On Dec 9, 2019, at 12:08, Wes Turner <wes.tur...@gmail.com> wrote:
> 
> 
>> On Sat, Dec 7, 2019, 11:30 PM Andrew Barnert <abarn...@yahoo.com> wrote:
>>> On Dec 7, 2019, at 18:09, Wes Turner <wes.tur...@gmail.com> wrote:
>>> 
>>>> On Sat, Dec 7, 2019, 8:20 PM Andrew Barnert <abarn...@yahoo.com> wrote:
> 
> I would argue that there could be subclasses of ValueError for .one() that 
> would also be appropriate for .first() (and/or .take(iterable, count=1, 
> default=_default)


...

> The names are less important than being able to distinguish the difference 
> between the cases.

But again, the need to be able to distinguish is, while not nonexistent, pretty 
rare. And cases where you need to distinguish them but don’t care what the 
types are otherwise are even less common. So, is that common enough to be worth 
adding two more exception types to Python (or just to itertools) that aren’t 
used anywhere else? Just saying that they might be useful somewhere doesn’t 
answer that question.
> 
>> That’s a common issue in Python. When you can’t use None as a sentinel 
>> because it could be a valid user input or return value, you just create a 
>> private module or class attribute that can’t equal anything the user could 
>> pass in, like this:
>> 
>>     _sentinel = object()
>> 
>> And then:
>> 
>>     def spam(stuff, default=_sentinel):
>>         if default is _sentinel:
>>             do single-argument stuff here
>>         else:
>>             do default-value stuff here
> 
> `None` is not a good default value for .first() (or .one()) because None may 
> be the first item in the iterable.

Yes. And, as I said, this is a common case in Python, with a standard idiom 
(which more-itertools uses) to deal with it.
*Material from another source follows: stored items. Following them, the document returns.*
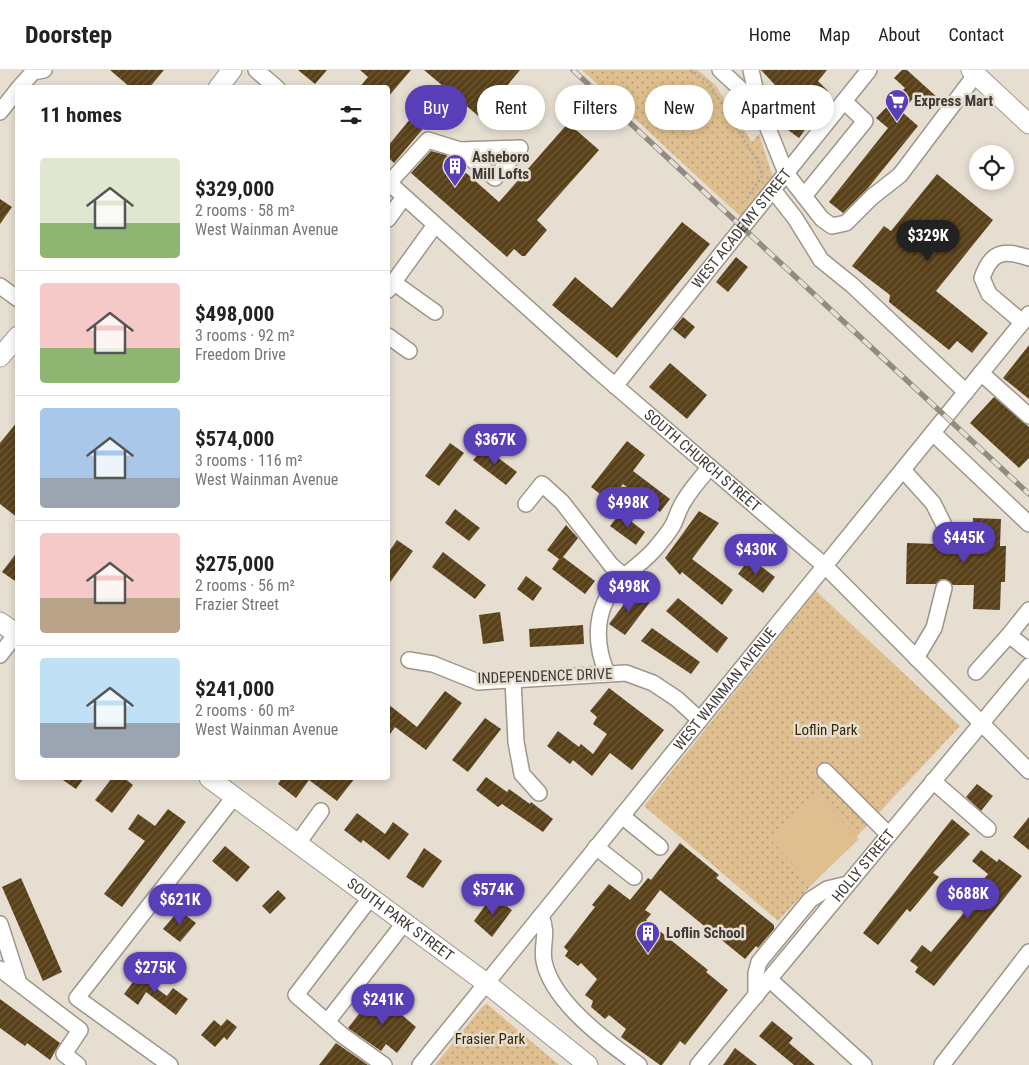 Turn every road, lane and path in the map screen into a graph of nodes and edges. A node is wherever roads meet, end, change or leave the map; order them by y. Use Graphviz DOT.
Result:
graph roads {
  1 [pos="232,70"];
  2 [pos="256,70"];
  3 [pos="690,70"];
  4 [pos="720,70"];
  5 [pos="751,70"];
  6 [pos="869,70"];
  7 [pos="36,71"];
  8 [pos="974,72"];
  9 [pos="21,85"];
  10 [pos="220,85"];
  11 [pos="274,85"];
  12 [pos="736,85"];
  13 [pos="754,85"];
  14 [pos="15,92"];
  15 [pos="845,102"];
  16 [pos="0,112"];
  17 [pos="1029,124"];
  18 [pos="769,130"];
  19 [pos="460,150"];
  20 [pos="786,173"];
  21 [pos="390,180"];
  22 [pos="390,184"];
  23 [pos="773,190"];
  24 [pos="804,196"];
  25 [pos="404,197"];
  26 [pos="743,204"];
  27 [pos="390,215"];
  28 [pos="435,225"];
  29 [pos="1029,258"];
  30 [pos="0,286"];
  31 [pos="390,286"];
  32 [pos="15,297"];
  33 [pos="435,312"];
  34 [pos="1025,318"];
  35 [pos="390,337"];
  36 [pos="15,340"];
  37 [pos="409,351"];
  38 [pos="0,357"];
  39 [pos="981,373"];
  40 [pos="615,386"];
  41 [pos="966,392"];
  42 [pos="1029,416"];
  43 [pos="933,433"];
  44 [pos="710,467"];
  45 [pos="903,470"];
  46 [pos="526,504"];
  47 [pos="943,523"];
  48 [pos="1029,524"];
  49 [pos="825,566"];
  50 [pos="625,577"];
  51 [pos="944,588"];
  52 [pos="1029,610"];
  53 [pos="0,622"];
  54 [pos="15,633"];
  55 [pos="15,635"];
  56 [pos="1009,635"];
  57 [pos="1029,651"];
  58 [pos="0,655"];
  59 [pos="916,658"];
  60 [pos="409,660"];
  61 [pos="1029,666"];
  62 [pos="607,672"];
  63 [pos="976,672"];
  64 [pos="513,680"];
  65 [pos="700,720"];
  66 [pos="981,724"];
  67 [pos="825,771"];
  68 [pos="1029,771"];
  69 [pos="212,780"];
  70 [pos="933,781"];
  71 [pos="539,793"];
  72 [pos="234,797"];
  73 [pos="321,811"];
  74 [pos="622,816"];
  75 [pos="988,829"];
  76 [pos="889,835"];
  77 [pos="298,843"];
  78 [pos="596,847"];
  79 [pos="660,847"];
  80 [pos="634,877"];
  81 [pos="848,884"];
  82 [pos="371,897"];
  83 [pos="541,916"];
  84 [pos="405,922"];
  85 [pos="0,924"];
  86 [pos="1029,952"];
  87 [pos="0,968"];
  88 [pos="769,979"];
  89 [pos="19,983"];
  90 [pos="486,983"];
  91 [pos="756,996"];
  92 [pos="326,1022"];
  93 [pos="153,1060"];
  94 [pos="78,1065"];
  95 [pos="170,1065"];
  96 [pos="384,1065"];
  97 [pos="420,1065"];
  98 [pos="588,1065"];
  99 [pos="639,1065"];
  100 [pos="698,1065"];
  101 [pos="864,1065"];
  102 [pos="942,1065"];
  1 -- 10 [label="main road"];
  2 -- 11 [label="street"];
  3 -- 26 [label="path"];
  4 -- 12 [label="street"];
  5 -- 13 [label="street"];
  6 -- 15 [label="street, WEST ACADEMY STREET"];
  7 -- 9 [label="street"];
  8 -- 17 [label="main road"];
  8 -- 24 [label="street"];
  14 -- 16 [label="street"];
  15 -- 20 [label="street, WEST ACADEMY STREET"];
  15 -- 24 [label="street"];
  18 -- 20 [label="street"];
  19 -- 21 [label="street"];
  20 -- 23 [label="street, WEST ACADEMY STREET"];
  20 -- 24 [label="street"];
  22 -- 25 [label="street, SOUTH CHURCH STREET"];
  23 -- 40 [label="street, WEST ACADEMY STREET"];
  23 -- 41 [label="street"];
  25 -- 27 [label="street"];
  25 -- 28 [label="street, SOUTH CHURCH STREET"];
  28 -- 31 [label="street"];
  28 -- 40 [label="street, SOUTH CHURCH STREET"];
  29 -- 34 [label="street"];
  30 -- 32 [label="street"];
  31 -- 33 [label="street"];
  34 -- 39 [label="street, WEST WAINMAN AVENUE"];
  35 -- 37 [label="street"];
  36 -- 38 [label="main road"];
  39 -- 41 [label="street, WEST WAINMAN AVENUE"];
  39 -- 42 [label="street"];
  40 -- 44 [label="street, SOUTH CHURCH STREET"];
  41 -- 43 [label="street, WEST WAINMAN AVENUE"];
  43 -- 45 [label="street, WEST WAINMAN AVENUE"];
  43 -- 48 [label="street"];
  44 -- 49 [label="street, SOUTH CHURCH STREET"];
  44 -- 50 [label="street"];
  45 -- 47 [label="street"];
  45 -- 49 [label="street, WEST WAINMAN AVENUE"];
  46 -- 50 [label="street"];
  49 -- 59 [label="street, SOUTH CHURCH STREET"];
  49 -- 65 [label="street, WEST WAINMAN AVENUE"];
  50 -- 62 [label="street"];
  51 -- 59 [label="street"];
  52 -- 56 [label="street"];
  53 -- 54 [label="main road"];
  55 -- 58 [label="street"];
  56 -- 57 [label="street"];
  56 -- 63 [label="street"];
  59 -- 66 [label="street, SOUTH CHURCH STREET"];
  60 -- 64 [label="street, INDEPENDENCE DRIVE"];
  61 -- 66 [label="street, HOLLY STREET"];
  62 -- 64 [label="street, INDEPENDENCE DRIVE"];
  62 -- 65 [label="street, INDEPENDENCE DRIVE"];
  64 -- 71 [label="street"];
  65 -- 74 [label="street, WEST WAINMAN AVENUE"];
  66 -- 68 [label="street, SOUTH CHURCH STREET"];
  66 -- 70 [label="street, HOLLY STREET"];
  67 -- 76 [label="street"];
  69 -- 72 [label="main road, SOUTH PARK STREET"];
  70 -- 75 [label="street"];
  70 -- 76 [label="street, HOLLY STREET"];
  72 -- 77 [label="main road, SOUTH PARK STREET"];
  72 -- 93 [label="street"];
  73 -- 77 [label="street"];
  74 -- 78 [label="street, WEST WAINMAN AVENUE"];
  74 -- 79 [label="street"];
  76 -- 81 [label="street, HOLLY STREET"];
  77 -- 82 [label="main road, SOUTH PARK STREET"];
  78 -- 80 [label="street"];
  78 -- 83 [label="street, WEST WAINMAN AVENUE"];
  81 -- 88 [label="street, HOLLY STREET"];
  81 -- 91 [label="street"];
  82 -- 84 [label="main road, SOUTH PARK STREET"];
  82 -- 92 [label="street"];
  83 -- 90 [label="street, WEST WAINMAN AVENUE"];
  83 -- 99 [label="street"];
  84 -- 90 [label="main road, SOUTH PARK STREET"];
  84 -- 92 [label="street"];
  85 -- 89 [label="street"];
  86 -- 102 [label="street"];
  87 -- 89 [label="street"];
  88 -- 91 [label="street, HOLLY STREET"];
  88 -- 101 [label="street"];
  89 -- 94 [label="street"];
  90 -- 97 [label="street, WEST WAINMAN AVENUE"];
  90 -- 98 [label="main road, SOUTH PARK STREET"];
  91 -- 100 [label="street, HOLLY STREET"];
  92 -- 96 [label="street"];
  93 -- 95 [label="street"];
}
>> This seems like the kind of thing that should be explained somewhere in 
>> every tutorial (including the official one), but most people end up finding 
>> it only by accident, reading some code that uses it and trying to figure out 
>> what it does and why. The same way people figure out how useful two-argument 
>> iter is, and a couple other things.
> 
> I'll second a recommendation to note the existence of two-argument iter() and 
> two-argument next() in the docstring for itertools.first()
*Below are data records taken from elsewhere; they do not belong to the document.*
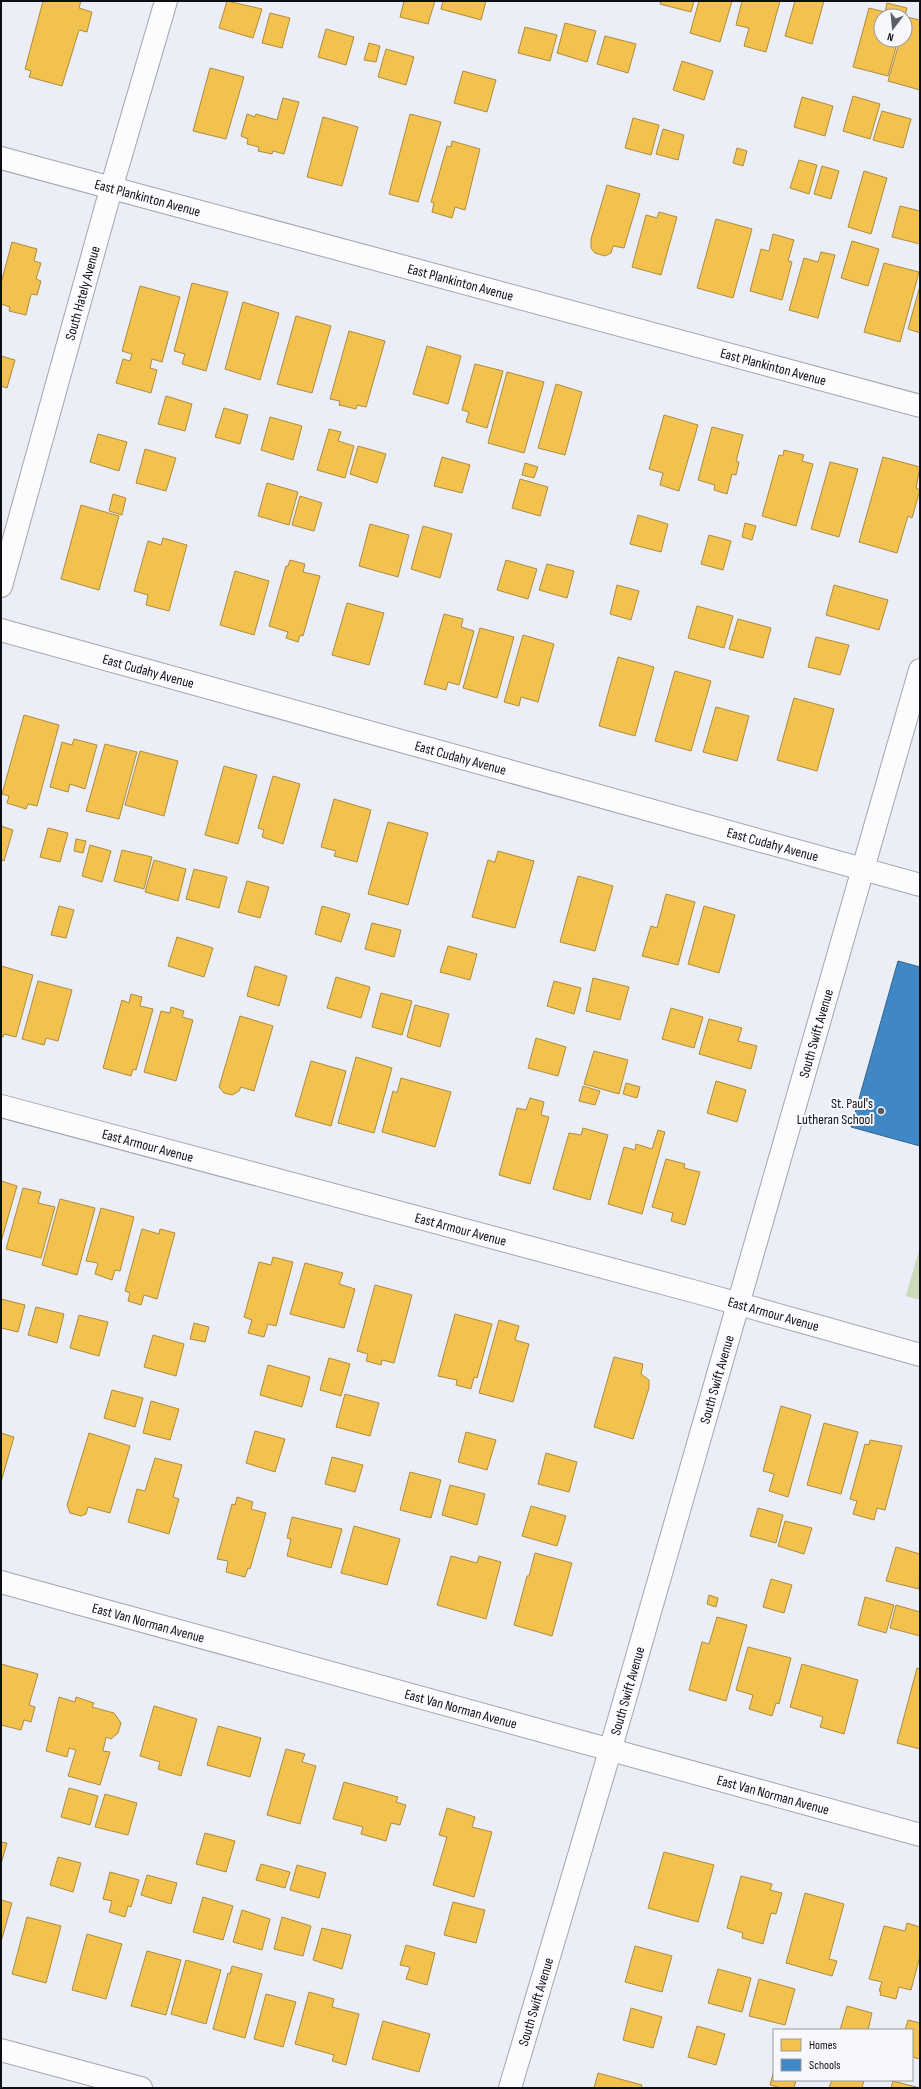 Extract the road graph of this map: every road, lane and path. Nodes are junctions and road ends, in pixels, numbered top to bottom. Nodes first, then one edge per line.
1 (166, 1) edge
2 (1, 158) edge
3 (111, 189) junction
4 (920, 406) edge
5 (1, 586) edge
6 (1, 630) edge
7 (920, 670) edge
8 (863, 870) junction
9 (920, 885) edge
10 (1, 1106) edge
11 (738, 1304) junction
12 (920, 1355) edge
13 (1, 1582) edge
14 (610, 1751) junction
15 (920, 1835) edge
16 (1, 2050) edge
17 (141, 2088) edge
18 (510, 2088) edge

1 - 3 street, South Hately Avenue
2 - 3 street, East Plankinton Avenue
3 - 4 street, East Plankinton Avenue
3 - 5 street, South Hately Avenue
6 - 8 street, East Cudahy Avenue
7 - 8 street, South Swift Avenue
8 - 9 street, East Cudahy Avenue
8 - 11 street, South Swift Avenue
10 - 11 street, East Armour Avenue
11 - 12 street, East Armour Avenue
11 - 14 street, South Swift Avenue
13 - 14 street, East Van Norman Avenue
14 - 15 street, East Van Norman Avenue
14 - 18 street, South Swift Avenue
16 - 17 street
I don’t think 2-arg iter belongs anywhere near first, just that it belongs 
somewhere in itertools tutorials, and maybe the module docs.

As for 2-arg next, notice that the existing docs for more_itertools.first cover 
that by saying “If is marginally shorter than next(iter(iterable), default)”. I 
think maybe a stdlib version of first should be a bit less dismissive of its 
own value, but noting thIs relationship is really all you need to teach people 
2-arg next.

>>>> Though, .first() (or .one()) on an unordered iterable is effectively 
>>>> first(shuffle(iterable)), which *could* raise an annotation exception at 
>>>> compile time. 
>> 
>> I’m not sure what you mean by an “annotation exception”. You mean an error 
>> from static type checking in mypy or something? I’m not sure why it would be 
>> an error, unless you got the annotation wrong. It should be Iterable, and 
>> that will work for iterators and sequences and sets and so on just fine.
>> 
>> Also, it’s not really like shuffle, because even most “unordered iterables” 
>> in Python, like sets, actually have an order. It’s not guaranteed to be a 
>> meaningful one, but it’s not guaranteed to be meaningless either. If you 
>> need that (e.g., you’re creating a guessing game where you don’t want the 
>> answer to be the same every time anyone runs the game, or for security 
>> reasons), you really do need to explicitly randomize. For example, if s = 
>> set(range(10,0,-1)), it’s not guaranteed anywhere that next(iter(s)) will be 
>> 0, but it is still always 0 in any version of CPython. Worse, whatever 
>> next(iter(s)) is, if you call next(iter(s)) again (without mutating s in 
>> between), you’ll get the same value from the new Iterator in any version of 
>> any Python implementation.
> 
> 
> Taking first(unordered_sequence) *is* like shuffle. Sets merely seem to be 
> ordered when the items are integers that hash to said integer:

It’s not a matter of when they seem to have some specific order. It’s that they 
always do have an order, even if it often isn’t a meaningful one. If you need 
to actually guarantee not having a meaningful order, you need to ask for that 
explicitly (whether with shuffle or something else).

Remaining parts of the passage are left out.